Projet d’une histoire européenne – Sélim III – Forces d’un sultan turc – Les mameloucks – Sur la régence.


Lundi 5.

L’Empereur n’est sorti qu’à près de cinq heures ; il était souffrant, avait pris un bain, que la venue de sir H. Lowe avait trop prolongé, n’ayant voulu en sortir qu’après que ce gouverneur eût disparu de l’établissement.

L’Empereur avait lu dans son bain deux volumes de l’Histoire Ottomane. Il avait conçu l’idée, disait-il, et regrettait fort de n’avoir pu l’exécuter, de faire composer toutes les histoires de l’Europe depuis Louis XIV, sur les pièces mêmes de nos relations extérieures où se trouvent les rapports réguliers de tous les ambassadeurs.
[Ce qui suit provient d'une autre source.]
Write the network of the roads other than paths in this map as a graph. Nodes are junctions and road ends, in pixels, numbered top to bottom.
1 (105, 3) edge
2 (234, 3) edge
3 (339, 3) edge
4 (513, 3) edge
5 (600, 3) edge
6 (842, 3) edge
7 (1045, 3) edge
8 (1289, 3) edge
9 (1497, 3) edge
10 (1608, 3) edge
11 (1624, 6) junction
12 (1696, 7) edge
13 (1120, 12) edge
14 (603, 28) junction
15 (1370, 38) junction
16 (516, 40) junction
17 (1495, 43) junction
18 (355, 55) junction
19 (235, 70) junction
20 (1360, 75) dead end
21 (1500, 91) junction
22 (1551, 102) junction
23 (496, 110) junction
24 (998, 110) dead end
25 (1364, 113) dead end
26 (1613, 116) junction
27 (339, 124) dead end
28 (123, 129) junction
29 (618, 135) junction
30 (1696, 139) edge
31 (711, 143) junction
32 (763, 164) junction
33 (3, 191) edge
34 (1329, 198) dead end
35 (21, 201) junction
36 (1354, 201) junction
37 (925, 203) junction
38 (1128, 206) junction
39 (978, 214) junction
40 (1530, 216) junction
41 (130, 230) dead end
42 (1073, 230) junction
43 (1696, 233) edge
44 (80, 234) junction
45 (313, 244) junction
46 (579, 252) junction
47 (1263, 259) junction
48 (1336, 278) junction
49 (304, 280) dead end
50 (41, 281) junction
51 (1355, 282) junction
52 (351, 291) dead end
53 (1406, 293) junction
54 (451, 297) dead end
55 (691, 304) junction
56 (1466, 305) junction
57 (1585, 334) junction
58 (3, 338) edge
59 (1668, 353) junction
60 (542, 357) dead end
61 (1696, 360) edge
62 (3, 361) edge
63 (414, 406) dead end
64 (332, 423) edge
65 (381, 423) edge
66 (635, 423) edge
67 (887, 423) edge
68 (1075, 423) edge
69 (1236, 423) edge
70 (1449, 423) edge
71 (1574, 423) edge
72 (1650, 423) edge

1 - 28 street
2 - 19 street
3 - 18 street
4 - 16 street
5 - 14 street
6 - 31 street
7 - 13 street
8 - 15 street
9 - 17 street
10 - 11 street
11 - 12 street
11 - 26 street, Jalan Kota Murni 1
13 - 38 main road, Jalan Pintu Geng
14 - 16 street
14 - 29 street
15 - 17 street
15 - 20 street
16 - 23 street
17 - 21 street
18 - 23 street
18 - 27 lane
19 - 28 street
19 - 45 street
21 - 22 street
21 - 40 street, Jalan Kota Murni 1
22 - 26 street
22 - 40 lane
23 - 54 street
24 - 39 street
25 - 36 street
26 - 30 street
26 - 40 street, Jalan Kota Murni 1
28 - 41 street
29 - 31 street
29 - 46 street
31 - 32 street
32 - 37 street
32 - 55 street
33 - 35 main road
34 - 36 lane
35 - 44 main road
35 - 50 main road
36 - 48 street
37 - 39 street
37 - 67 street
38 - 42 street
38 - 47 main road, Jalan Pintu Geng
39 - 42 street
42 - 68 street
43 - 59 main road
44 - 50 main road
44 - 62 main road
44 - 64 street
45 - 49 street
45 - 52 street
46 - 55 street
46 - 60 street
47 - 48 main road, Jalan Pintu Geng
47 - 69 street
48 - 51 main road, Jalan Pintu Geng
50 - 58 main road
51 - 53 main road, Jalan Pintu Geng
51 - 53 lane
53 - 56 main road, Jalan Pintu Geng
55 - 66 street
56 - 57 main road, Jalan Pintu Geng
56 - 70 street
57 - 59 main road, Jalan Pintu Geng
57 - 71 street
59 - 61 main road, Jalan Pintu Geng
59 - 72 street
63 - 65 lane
« Mon règne, disait-il, eût été une époque parfaite pour cet objet. La supériorité de la France, son indépendance, sa régénération, mettaient le gouvernement actuel à même de publier tous ces objets sans inconvénient. C’eût été comme si l’on eût publié l’histoire ancienne : rien n’eût été plus précieux. »

Et de là, passant à Sélim III, il disait lui avoir écrit un jour : « Sultan, sors de ton sérail, mets-toi à la tête de tes troupes, et recommence les beaux jours de la monarchie. »

Sélim, le Louis XVI des Turcs, disait l’Empereur, qui nous était très attaché et très favorable d’ailleurs, se contenta de lui répondre que c’était bon pour les premiers princes de sa dynastie, que les mœurs de ce temps étaient bien loin, que de pareils actes seraient aujourd’hui hors de saison et tout à fait sans fruit.

L’Empereur ajoutait néanmoins que personne ne connaissait sans doute la force de la développée, le débordement subit dont serait capable un sultan de Constantinople qui saurait se placer à la tête de son peuple, le retremper, et mettre en marche sa multitude fanatisée. Plus tard, il disait que, pour son propre compte, si en Égypte il eût pu à ses Français joindre les mameloucks, il se serait regardé comme le maître du monde. « Avec cette poignée choisie et la canaille, ajoutait-il en riant, recrutée sur les lieux, pour être dépensée au besoin, je ne connais rien que je n’eusse renversé. Alger en trembla. »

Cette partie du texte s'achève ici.